• EXERCISE DIRECTIONS
Across all the lines of the following material, count those that include the word "岐阜巣南大野線" and give only the result.

• GIVEN DATA
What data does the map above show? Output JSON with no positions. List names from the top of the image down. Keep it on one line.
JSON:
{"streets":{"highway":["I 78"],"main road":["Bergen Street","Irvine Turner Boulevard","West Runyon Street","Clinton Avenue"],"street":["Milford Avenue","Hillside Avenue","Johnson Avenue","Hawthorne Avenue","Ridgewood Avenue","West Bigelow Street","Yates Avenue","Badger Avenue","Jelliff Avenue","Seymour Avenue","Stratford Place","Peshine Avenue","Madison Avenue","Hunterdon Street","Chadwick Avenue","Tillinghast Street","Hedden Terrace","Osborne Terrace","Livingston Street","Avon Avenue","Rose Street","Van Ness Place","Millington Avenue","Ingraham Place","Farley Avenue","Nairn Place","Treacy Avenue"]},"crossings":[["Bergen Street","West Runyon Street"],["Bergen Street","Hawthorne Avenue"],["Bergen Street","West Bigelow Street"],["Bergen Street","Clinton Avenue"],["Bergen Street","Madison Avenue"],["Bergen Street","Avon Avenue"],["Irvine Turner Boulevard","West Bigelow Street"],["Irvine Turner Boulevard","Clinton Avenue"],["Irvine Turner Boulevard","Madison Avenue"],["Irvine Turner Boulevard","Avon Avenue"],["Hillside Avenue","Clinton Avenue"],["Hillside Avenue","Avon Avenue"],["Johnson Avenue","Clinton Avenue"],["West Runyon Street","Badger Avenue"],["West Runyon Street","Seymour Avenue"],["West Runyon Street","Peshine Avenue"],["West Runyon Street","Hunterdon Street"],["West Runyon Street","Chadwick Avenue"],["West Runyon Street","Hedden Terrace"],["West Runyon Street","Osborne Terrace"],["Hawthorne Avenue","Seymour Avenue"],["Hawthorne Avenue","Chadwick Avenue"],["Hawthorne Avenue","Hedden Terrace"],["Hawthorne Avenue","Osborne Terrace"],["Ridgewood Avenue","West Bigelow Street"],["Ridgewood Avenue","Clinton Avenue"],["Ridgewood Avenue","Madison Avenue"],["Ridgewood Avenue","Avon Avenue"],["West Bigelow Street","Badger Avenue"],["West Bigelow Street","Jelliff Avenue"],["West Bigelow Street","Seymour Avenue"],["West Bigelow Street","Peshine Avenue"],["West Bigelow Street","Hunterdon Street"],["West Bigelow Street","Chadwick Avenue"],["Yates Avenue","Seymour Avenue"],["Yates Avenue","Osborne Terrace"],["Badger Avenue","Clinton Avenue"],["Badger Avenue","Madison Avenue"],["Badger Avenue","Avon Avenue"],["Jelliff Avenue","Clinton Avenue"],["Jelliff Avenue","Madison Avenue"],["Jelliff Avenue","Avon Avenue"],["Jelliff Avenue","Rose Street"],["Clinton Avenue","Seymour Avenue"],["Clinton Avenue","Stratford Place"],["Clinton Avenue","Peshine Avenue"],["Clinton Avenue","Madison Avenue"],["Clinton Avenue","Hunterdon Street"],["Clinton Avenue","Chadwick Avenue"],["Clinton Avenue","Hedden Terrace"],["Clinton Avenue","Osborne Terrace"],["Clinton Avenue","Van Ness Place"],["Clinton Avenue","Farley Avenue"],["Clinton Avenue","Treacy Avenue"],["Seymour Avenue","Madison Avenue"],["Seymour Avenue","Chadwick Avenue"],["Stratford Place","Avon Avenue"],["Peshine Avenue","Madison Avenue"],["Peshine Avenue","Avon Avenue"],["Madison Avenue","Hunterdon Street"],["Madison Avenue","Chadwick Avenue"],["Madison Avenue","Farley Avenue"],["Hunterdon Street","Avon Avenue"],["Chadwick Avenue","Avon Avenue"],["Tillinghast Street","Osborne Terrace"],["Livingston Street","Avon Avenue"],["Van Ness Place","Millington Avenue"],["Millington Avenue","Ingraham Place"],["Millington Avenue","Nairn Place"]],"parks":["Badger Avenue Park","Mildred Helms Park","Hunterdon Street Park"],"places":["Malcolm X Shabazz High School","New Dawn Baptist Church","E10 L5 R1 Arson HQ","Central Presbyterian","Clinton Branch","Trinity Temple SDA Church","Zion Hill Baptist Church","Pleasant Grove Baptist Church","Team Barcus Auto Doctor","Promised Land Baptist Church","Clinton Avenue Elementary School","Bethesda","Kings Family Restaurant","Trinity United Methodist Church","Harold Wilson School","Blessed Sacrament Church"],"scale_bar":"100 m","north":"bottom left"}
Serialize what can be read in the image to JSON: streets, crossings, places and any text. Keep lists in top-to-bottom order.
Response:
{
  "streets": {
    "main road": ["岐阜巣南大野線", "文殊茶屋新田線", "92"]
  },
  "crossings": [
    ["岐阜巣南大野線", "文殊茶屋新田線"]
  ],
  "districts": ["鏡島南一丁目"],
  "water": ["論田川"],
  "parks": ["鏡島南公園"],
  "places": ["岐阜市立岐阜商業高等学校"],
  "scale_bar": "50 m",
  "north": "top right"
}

• SOLUTION FOR THIS TASK
2